§ **Dataset extract**:
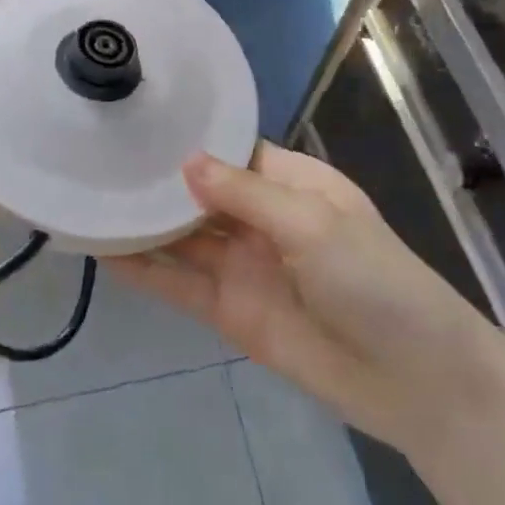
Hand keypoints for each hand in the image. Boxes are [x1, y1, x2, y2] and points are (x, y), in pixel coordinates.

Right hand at [112, 142, 480, 445]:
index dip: (189, 139)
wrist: (414, 383)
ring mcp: (242, 266)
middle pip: (199, 193)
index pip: (230, 150)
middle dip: (157, 180)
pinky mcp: (229, 311)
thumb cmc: (375, 282)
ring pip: (181, 237)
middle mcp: (261, 219)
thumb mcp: (314, 225)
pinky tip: (104, 251)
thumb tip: (185, 162)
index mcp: (291, 183)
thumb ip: (246, 194)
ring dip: (142, 223)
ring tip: (90, 198)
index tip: (138, 121)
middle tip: (98, 156)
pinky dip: (145, 270)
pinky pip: (179, 284)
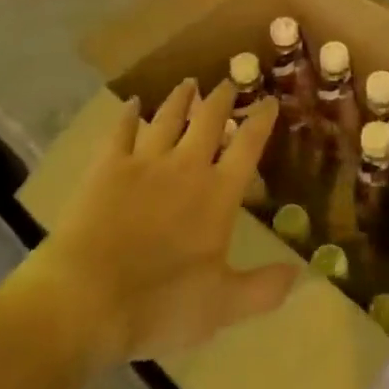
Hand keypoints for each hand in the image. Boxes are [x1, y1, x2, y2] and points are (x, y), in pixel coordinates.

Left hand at [28, 80, 298, 369]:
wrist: (85, 298)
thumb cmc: (159, 305)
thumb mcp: (221, 306)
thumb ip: (263, 289)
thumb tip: (302, 273)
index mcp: (217, 193)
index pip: (248, 146)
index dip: (262, 120)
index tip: (270, 100)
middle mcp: (186, 166)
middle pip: (209, 120)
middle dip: (222, 98)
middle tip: (229, 82)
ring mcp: (145, 161)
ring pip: (168, 117)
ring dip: (181, 98)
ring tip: (189, 83)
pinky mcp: (108, 166)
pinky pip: (122, 130)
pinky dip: (128, 115)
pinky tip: (133, 103)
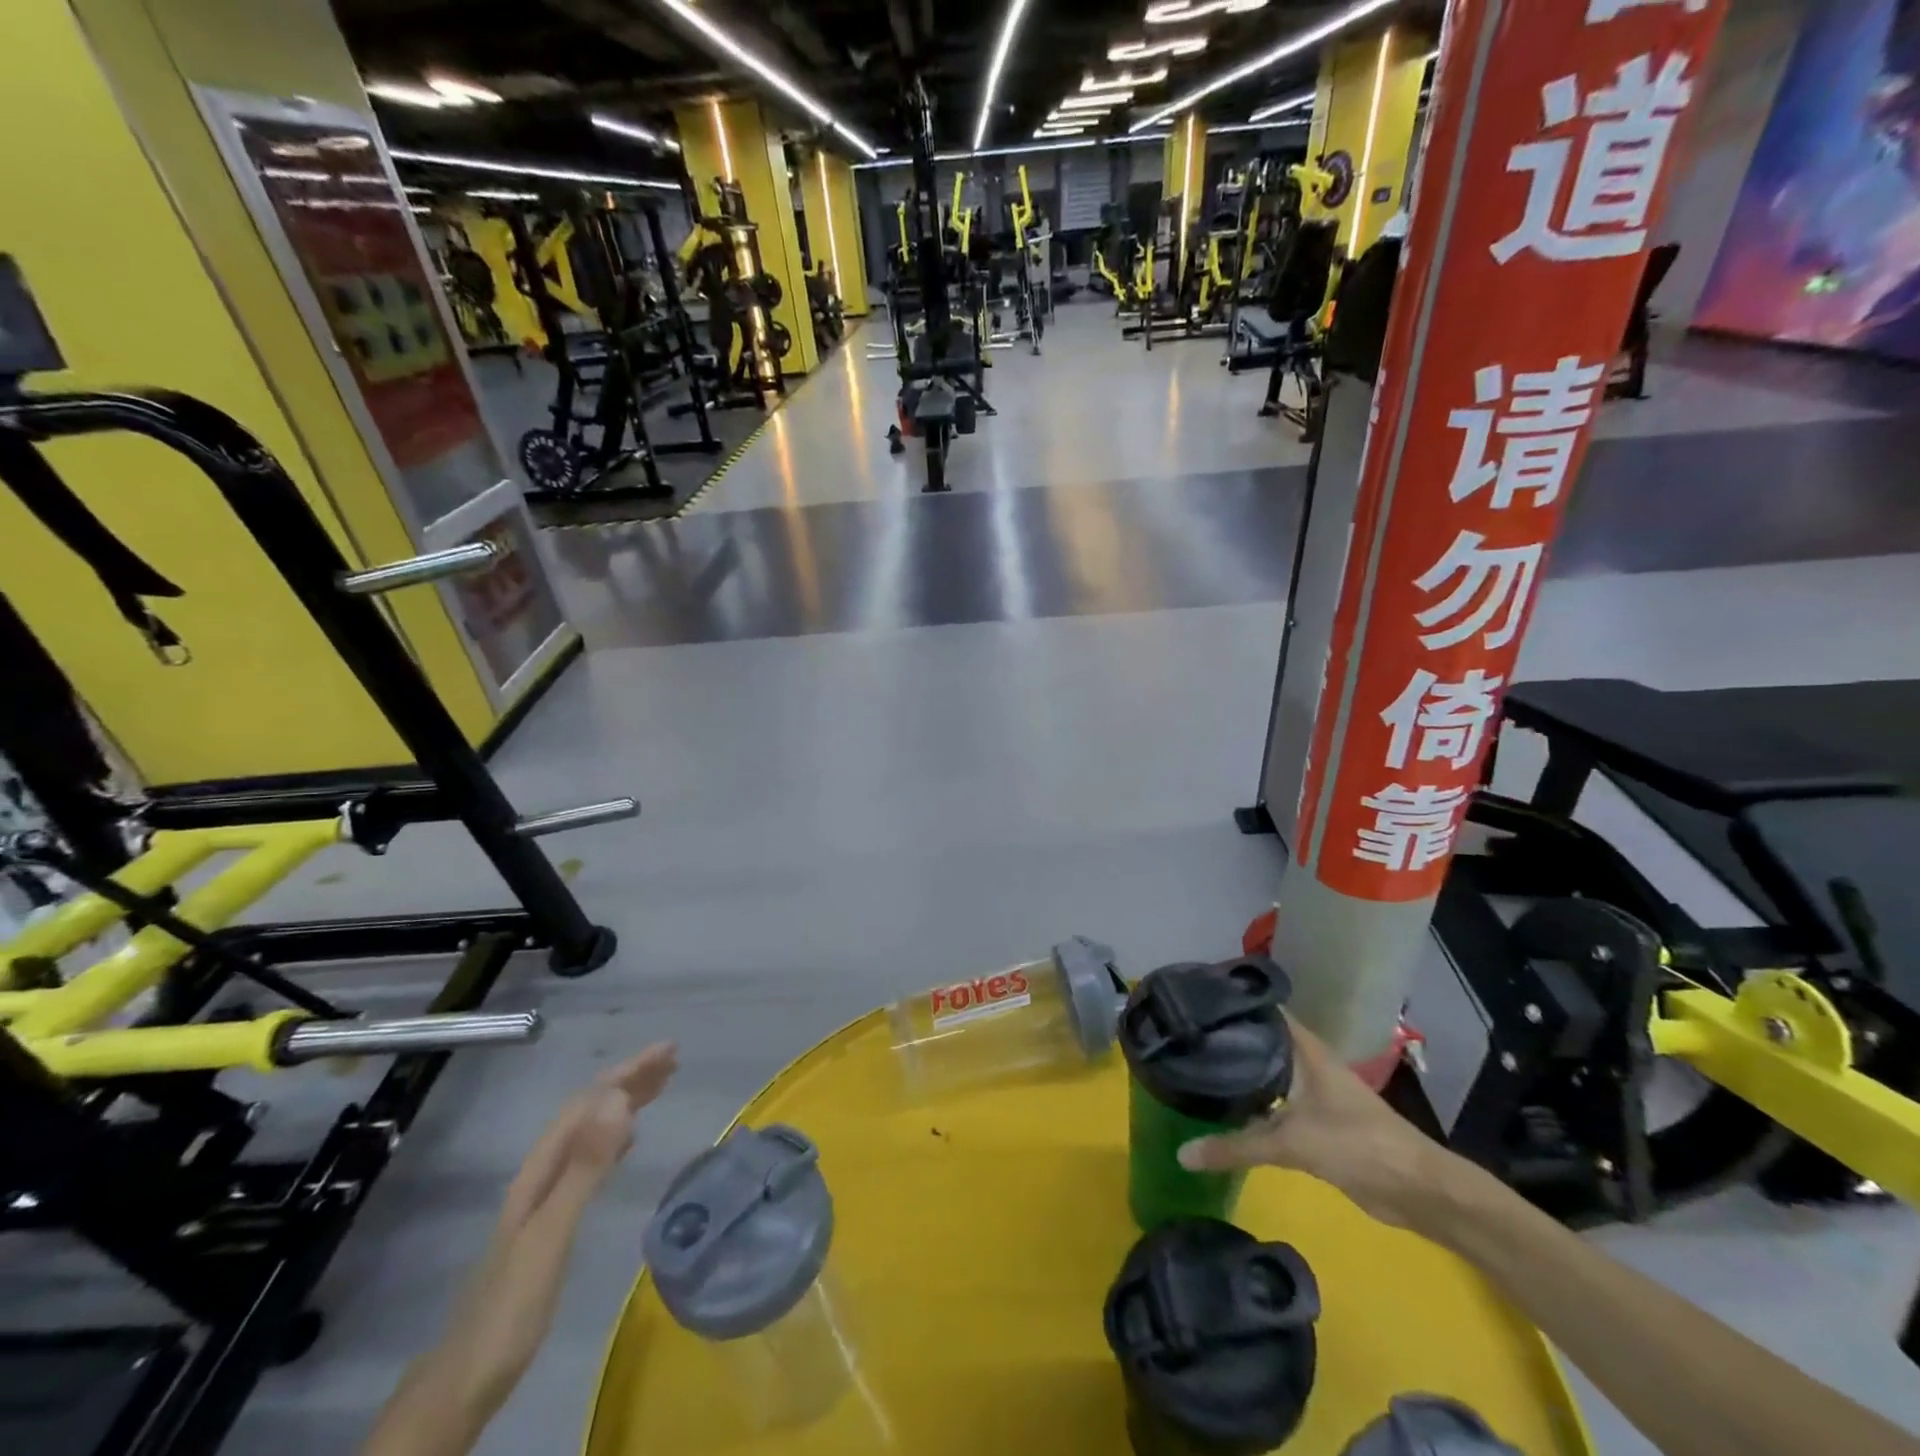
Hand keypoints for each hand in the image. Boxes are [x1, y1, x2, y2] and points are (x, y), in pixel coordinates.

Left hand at [365, 1043, 679, 1455]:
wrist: (465, 1379)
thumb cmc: (511, 1304)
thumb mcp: (552, 1232)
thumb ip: (584, 1167)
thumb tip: (618, 1099)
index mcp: (541, 1168)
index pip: (589, 1102)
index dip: (628, 1073)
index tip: (667, 1052)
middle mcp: (542, 1173)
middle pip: (589, 1111)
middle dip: (630, 1079)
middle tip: (673, 1059)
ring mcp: (546, 1197)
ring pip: (591, 1132)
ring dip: (625, 1103)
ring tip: (661, 1085)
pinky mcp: (555, 1219)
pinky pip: (592, 1157)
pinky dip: (616, 1136)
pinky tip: (629, 1139)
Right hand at [1177, 1017, 1465, 1232]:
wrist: (1417, 1190)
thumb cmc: (1357, 1145)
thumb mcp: (1291, 1143)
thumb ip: (1236, 1148)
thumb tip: (1182, 1154)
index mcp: (1305, 1048)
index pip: (1261, 1011)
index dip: (1230, 1003)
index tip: (1191, 1001)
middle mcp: (1307, 1061)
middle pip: (1260, 1041)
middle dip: (1227, 1039)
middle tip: (1182, 1038)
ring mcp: (1313, 1091)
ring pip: (1267, 1073)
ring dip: (1240, 1073)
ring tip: (1195, 1068)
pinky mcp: (1316, 1121)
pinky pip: (1274, 1103)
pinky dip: (1252, 1104)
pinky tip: (1226, 1110)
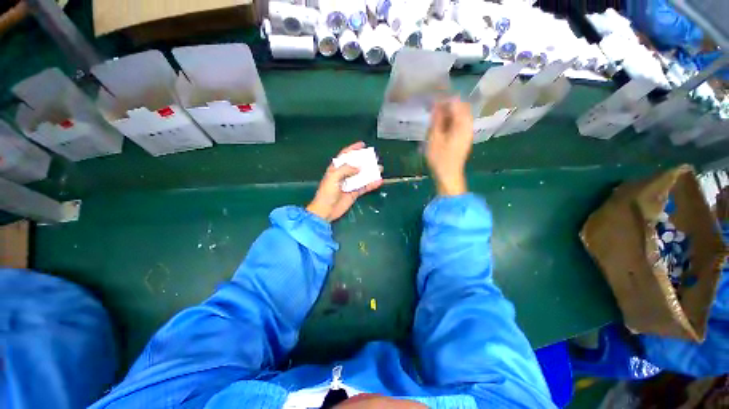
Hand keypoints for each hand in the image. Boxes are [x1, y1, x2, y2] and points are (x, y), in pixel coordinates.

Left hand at [307, 142, 383, 221]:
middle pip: (356, 165)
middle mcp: (344, 175)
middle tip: (374, 158)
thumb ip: (345, 170)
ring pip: (362, 176)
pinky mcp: (354, 193)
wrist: (326, 210)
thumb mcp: (333, 178)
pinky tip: (378, 181)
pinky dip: (371, 184)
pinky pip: (365, 187)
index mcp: (336, 169)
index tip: (362, 144)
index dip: (353, 149)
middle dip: (364, 160)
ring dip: (370, 172)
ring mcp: (350, 184)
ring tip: (380, 168)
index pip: (345, 155)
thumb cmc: (327, 193)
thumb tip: (358, 167)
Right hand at [426, 98, 472, 195]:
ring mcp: (468, 132)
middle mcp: (468, 125)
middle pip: (461, 107)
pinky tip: (441, 128)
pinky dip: (450, 122)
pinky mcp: (464, 138)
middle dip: (447, 106)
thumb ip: (436, 120)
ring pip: (460, 115)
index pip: (456, 102)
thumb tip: (437, 105)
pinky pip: (459, 123)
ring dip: (448, 114)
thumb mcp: (434, 138)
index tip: (431, 104)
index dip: (444, 100)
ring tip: (435, 120)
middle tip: (432, 112)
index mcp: (462, 124)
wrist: (448, 175)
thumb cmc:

§ **Instructions for the task**:
Please filter the listing down to lines that include the word "Right".

§ **Answer for this exercise**:
Right hand at [112, 142, 480, 445]:
Right hand at [1177, 1017, 1465, 1232]:
Right hand at [426, 98, 472, 195]:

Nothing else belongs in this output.